Below are the records; copy each line in which "Buonarroti" occurs.

....................

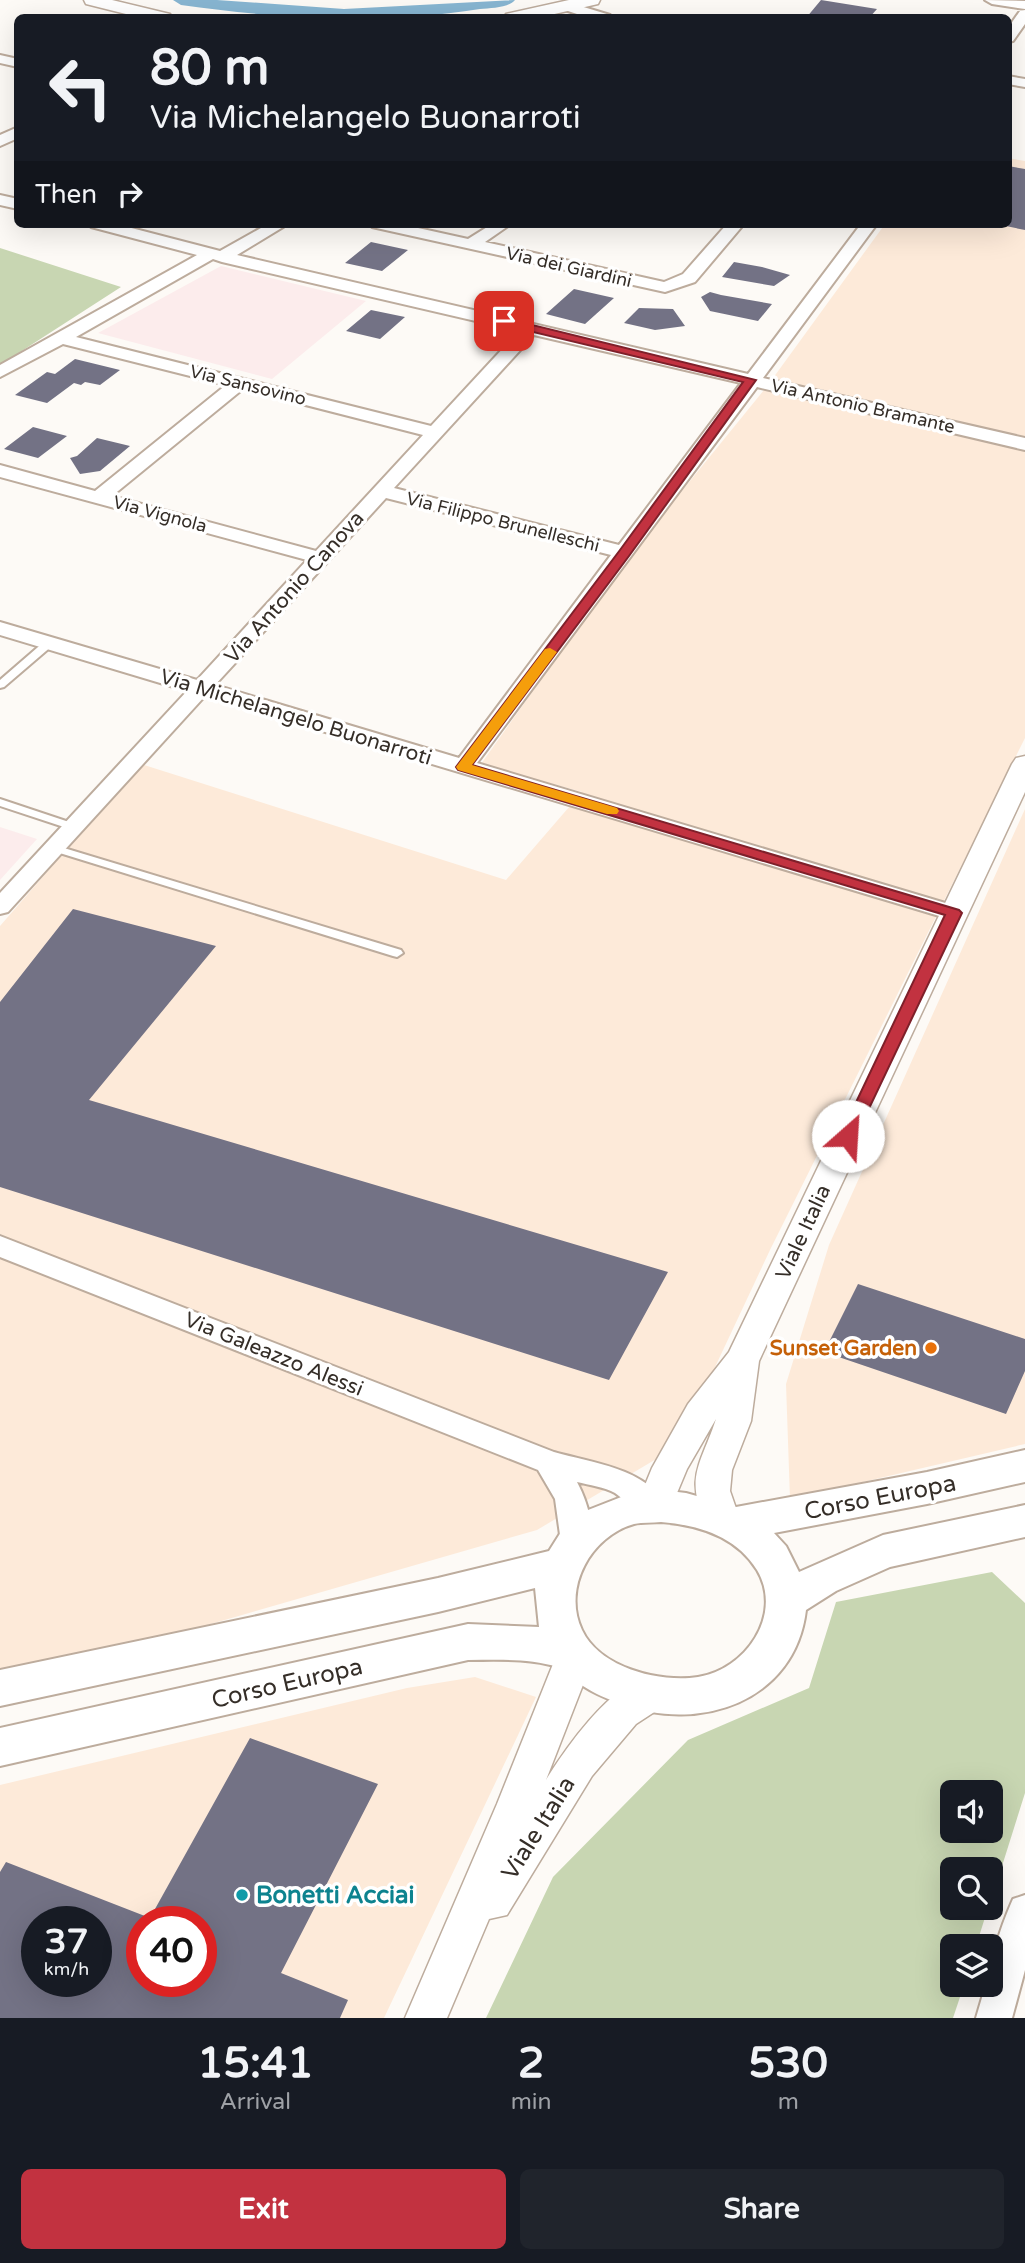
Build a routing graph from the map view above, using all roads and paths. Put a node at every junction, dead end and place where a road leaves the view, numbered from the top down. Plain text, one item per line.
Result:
1 (92, 0) edge
2 (593, 0) edge
3 (992, 0) edge
4 (1025, 5) edge
5 (567, 6) junction
6 (148, 14) edge
7 (530, 14) edge
8 (610, 14) edge
9 (1025, 14) edge
10 (1012, 32) edge
11 (117, 228) edge
12 (272, 228) edge
13 (395, 228) edge
14 (497, 228) edge
15 (733, 228) edge
16 (866, 228) edge
17 (152, 239) junction
18 (469, 245) junction
19 (216, 255) junction
20 (177, 272) junction
21 (531, 328) junction
22 (61, 338) junction
23 (0, 372) edge
24 (750, 380) junction
25 (239, 383) junction
26 (435, 432) junction
27 (1025, 444) edge
28 (0, 471) edge
29 (382, 491) junction
30 (99, 497) junction
31 (625, 553) junction
32 (321, 558) junction
33 (0, 628) edge
34 (49, 643) junction
35 (0, 685) edge
36 (201, 688) junction
37 (1025, 764) edge
38 (463, 767) junction
39 (0, 802) edge
40 (74, 827) junction
41 (54, 848) junction
42 (0, 906) edge
43 (954, 913) junction
44 (397, 953) dead end
45 (0, 1246) edge
46 (743, 1359) junction
47 (548, 1462) junction
48 (1025, 1466) edge
49 (653, 1507) junction
50 (728, 1521) junction
51 (1021, 1524) edge
52 (568, 1553) junction
53 (787, 1601) junction
54 (576, 1653) junction
55 (0, 1688) edge
56 (648, 1695) junction
57 (0, 1747) edge
58 (1025, 1910) edge
59 (446, 1977) junction
60 (426, 2018) edge
61 (994, 2018) edge

1 - 6 street
2 - 5 street
2 - 8 street
3 - 4 street
5 - 7 street
5 - 8 street
9 - 10 street
11 - 17 street, Via Antonio Bramante
12 - 19 street
13 - 18 street, Via dei Giardini
14 - 18 street
15 - 18 street, Via dei Giardini
16 - 24 street
17 - 19 street, Via Antonio Bramante
17 - 20 street
19 - 20 street
19 - 21 street, Via Antonio Bramante
20 - 22 street
21 - 24 street, Via Antonio Bramante
21 - 26 street, Via Antonio Canova
22 - 23 street
22 - 25 street, Via Sansovino
24 - 27 street, Via Antonio Bramante
24 - 31 street
25 - 26 street, Via Sansovino
25 - 30 street
26 - 29 street, Via Antonio Canova
28 - 30 street, Via Vignola
29 - 31 street, Via Filippo Brunelleschi
29 - 32 street, Via Antonio Canova
30 - 32 street, Via Vignola
31 - 38 street
32 - 36 street, Via Antonio Canova
33 - 34 street, Via Michelangelo Buonarroti
34 - 35 lane
34 - 36 street, Via Michelangelo Buonarroti
36 - 38 street, Via Michelangelo Buonarroti
36 - 40 street, Via Antonio Canova
37 - 43 street, Viale Italia
38 - 43 street, Via Michelangelo Buonarroti
39 - 40 lane
40 - 41 street, Via Antonio Canova
41 - 42 street, Via Antonio Canova
41 - 44 lane
43 - 46 street, Viale Italia
45 - 47 street, Via Galeazzo Alessi
46 - 49 street, Viale Italia
46 - 50 street, Viale Italia
47 - 49 street, Via Galeazzo Alessi
47 - 52 street
48 - 50 main road, Corso Europa
49 - 50 main road
49 - 52 main road
50 - 53 main road
51 - 53 main road
52 - 54 main road
52 - 55 main road
53 - 56 main road
54 - 56 main road
54 - 57 main road, Corso Europa
54 - 59 street, Viale Italia
56 - 59 street, Viale Italia
58 - 61 street
59 - 60 street, Viale Italia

....................

ANSWER:
33 - 34 street, Via Michelangelo Buonarroti
34 - 36 street, Via Michelangelo Buonarroti
36 - 38 street, Via Michelangelo Buonarroti
38 - 43 street, Via Michelangelo Buonarroti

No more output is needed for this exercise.